See, Hear, Read: the best movie, music and book release for May

See, Hear, Read: the best movie, music and book release for May

See, Hear, Read: Room 237, directed by Rodney Ascher (in theatres May 10)
This is the kind of buzzed-about doc that sends quivers of delight through lineups at the Lightbox. It’s all about the crackpot theories espoused by obsessive fans of Stanley Kubrick’s 1980 horror classic The Shining. Some believe the movie contains secret messages about Native American genocide, that it proves the lunar landing was faked, that the number 42 is the key to everything. Fair warning: the film goes so far down the rabbit hole that you might find yourself starting to believe.

Room 237, directed by Rodney Ascher (in theatres May 10)


See, Hear, Read: If It’s Real, by The Highest Order (available now)
The Highest Order creates the ideal soundtrack for a night spent in the kind of bar where PBR ads and Hank Williams posters share space on the walls. Three of the four members hail from beloved Toronto indie-country outfit One Hundred Dollars; they take that group’s hipster-approved twang and drench it in an almost ungodly amount of echo and reverb. Spooky originals sit side by side with covers of songs by country rock deities like Charlie Rich and Gram Parsons. This is music for contemplating old flames and new tats. The band has a hometown show at the Horseshoe this month.

If It’s Real, by The Highest Order (available now)

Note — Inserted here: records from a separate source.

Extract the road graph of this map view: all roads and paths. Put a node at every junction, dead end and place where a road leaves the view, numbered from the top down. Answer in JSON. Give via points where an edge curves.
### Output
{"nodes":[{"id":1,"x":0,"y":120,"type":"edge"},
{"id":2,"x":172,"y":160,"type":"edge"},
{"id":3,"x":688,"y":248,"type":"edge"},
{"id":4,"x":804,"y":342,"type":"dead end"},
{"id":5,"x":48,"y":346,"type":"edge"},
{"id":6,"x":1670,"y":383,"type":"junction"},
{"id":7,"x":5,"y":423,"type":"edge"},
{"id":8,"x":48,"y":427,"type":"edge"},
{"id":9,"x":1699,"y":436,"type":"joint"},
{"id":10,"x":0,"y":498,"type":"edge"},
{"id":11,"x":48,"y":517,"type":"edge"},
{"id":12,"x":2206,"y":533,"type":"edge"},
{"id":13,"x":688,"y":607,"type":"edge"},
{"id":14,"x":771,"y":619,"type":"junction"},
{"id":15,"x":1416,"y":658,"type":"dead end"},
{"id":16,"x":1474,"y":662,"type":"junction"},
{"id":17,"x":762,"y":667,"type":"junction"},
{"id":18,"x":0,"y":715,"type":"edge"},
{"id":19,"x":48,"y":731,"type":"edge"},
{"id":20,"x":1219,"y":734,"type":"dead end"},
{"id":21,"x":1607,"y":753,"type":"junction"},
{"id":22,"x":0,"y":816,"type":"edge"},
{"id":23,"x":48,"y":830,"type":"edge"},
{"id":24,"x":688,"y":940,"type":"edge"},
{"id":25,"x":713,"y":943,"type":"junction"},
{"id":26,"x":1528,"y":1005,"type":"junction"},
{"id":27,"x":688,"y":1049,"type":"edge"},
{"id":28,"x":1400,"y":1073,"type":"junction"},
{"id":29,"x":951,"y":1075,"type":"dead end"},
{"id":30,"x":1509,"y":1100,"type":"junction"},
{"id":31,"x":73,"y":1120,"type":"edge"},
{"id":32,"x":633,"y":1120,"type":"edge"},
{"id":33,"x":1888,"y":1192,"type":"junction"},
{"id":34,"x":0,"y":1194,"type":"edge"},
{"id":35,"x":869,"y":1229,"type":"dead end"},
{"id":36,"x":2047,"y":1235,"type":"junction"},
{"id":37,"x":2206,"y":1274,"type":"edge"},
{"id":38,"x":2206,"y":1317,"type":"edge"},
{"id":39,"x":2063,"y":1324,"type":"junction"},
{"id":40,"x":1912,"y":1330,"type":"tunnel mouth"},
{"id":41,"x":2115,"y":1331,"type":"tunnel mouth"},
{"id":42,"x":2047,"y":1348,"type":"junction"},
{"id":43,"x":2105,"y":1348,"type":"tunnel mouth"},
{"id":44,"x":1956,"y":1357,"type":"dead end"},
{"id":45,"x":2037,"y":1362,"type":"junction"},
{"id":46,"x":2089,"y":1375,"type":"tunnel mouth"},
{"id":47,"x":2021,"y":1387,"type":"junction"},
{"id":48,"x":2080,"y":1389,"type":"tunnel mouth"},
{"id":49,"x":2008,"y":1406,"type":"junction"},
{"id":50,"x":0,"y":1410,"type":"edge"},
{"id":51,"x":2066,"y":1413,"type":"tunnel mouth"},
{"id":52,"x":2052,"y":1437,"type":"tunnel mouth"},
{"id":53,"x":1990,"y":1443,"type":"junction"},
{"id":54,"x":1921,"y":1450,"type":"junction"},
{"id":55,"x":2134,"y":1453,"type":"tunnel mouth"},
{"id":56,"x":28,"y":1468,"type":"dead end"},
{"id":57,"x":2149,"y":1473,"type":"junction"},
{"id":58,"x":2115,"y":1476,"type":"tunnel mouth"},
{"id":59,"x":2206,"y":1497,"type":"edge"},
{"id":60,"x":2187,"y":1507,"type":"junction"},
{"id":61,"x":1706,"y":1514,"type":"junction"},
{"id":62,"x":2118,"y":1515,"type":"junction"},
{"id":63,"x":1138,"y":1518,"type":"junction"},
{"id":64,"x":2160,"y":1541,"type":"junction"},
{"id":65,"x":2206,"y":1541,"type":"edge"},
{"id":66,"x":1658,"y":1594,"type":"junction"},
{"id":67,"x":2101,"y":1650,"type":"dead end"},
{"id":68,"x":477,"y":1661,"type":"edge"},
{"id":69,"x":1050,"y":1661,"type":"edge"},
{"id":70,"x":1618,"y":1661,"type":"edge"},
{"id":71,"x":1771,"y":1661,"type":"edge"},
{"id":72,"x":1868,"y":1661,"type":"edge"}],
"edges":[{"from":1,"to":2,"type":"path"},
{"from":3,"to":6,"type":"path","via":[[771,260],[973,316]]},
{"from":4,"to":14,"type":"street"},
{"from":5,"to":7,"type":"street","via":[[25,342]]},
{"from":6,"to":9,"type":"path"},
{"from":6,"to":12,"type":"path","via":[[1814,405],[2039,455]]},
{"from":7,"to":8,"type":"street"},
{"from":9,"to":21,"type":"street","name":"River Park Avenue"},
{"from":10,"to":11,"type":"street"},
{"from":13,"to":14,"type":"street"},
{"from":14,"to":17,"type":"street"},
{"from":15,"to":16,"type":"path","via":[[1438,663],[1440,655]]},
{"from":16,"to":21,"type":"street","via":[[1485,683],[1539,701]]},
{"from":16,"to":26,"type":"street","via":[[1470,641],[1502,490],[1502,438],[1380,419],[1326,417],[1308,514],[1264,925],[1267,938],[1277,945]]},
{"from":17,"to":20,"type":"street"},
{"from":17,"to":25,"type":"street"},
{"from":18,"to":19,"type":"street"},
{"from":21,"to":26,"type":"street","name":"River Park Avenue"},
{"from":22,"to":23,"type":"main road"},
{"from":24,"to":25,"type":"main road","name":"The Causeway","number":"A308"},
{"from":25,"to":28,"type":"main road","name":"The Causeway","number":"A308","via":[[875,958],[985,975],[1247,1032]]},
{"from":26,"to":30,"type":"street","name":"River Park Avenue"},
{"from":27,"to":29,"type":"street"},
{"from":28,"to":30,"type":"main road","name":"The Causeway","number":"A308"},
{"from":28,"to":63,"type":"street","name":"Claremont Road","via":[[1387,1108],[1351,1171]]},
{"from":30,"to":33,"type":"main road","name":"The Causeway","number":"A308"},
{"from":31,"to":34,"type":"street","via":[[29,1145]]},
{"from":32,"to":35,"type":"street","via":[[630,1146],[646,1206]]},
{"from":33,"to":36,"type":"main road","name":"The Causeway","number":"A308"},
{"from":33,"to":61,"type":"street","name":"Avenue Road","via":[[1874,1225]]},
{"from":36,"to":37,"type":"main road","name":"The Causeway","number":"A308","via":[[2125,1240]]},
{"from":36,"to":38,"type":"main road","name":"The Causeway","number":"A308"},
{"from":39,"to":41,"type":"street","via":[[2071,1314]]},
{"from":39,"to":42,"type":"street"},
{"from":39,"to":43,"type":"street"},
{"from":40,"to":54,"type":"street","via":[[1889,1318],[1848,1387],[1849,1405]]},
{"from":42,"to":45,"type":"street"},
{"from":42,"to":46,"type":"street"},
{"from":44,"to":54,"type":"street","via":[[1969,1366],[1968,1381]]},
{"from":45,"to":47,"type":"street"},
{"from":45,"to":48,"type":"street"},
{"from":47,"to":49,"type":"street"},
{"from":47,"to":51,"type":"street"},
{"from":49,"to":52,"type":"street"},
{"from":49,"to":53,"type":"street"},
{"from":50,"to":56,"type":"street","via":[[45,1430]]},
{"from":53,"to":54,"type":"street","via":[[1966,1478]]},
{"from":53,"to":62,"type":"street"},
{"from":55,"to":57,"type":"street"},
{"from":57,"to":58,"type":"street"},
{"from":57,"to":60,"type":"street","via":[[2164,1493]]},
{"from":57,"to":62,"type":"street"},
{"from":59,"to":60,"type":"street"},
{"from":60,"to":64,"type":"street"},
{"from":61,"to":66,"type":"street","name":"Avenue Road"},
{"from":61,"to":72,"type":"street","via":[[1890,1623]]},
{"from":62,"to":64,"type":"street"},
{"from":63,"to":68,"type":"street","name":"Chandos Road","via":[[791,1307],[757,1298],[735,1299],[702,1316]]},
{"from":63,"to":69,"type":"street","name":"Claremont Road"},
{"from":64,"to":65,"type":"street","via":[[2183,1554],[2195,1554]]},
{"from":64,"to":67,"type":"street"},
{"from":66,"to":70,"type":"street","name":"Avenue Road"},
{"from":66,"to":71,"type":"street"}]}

See, Hear, Read: Drunk Mom, by Jowita Bydlowska (available now)
So many memoirs dole out their most shocking revelations sparingly. Not this raw and ragged account of a young mother’s seasons in alcoholic hell. Jowita Bydlowska, a Toronto artist and the partner of the novelist Russell Smith, forces her readers to chug down every booze-fuelled spree with barely a moment to recover. In one of the book’s more to-the-knuckle moments, Smith (only ever identified as “my boyfriend”) finds the author passed out on the living room floor while their newborn baby screams in his bassinet.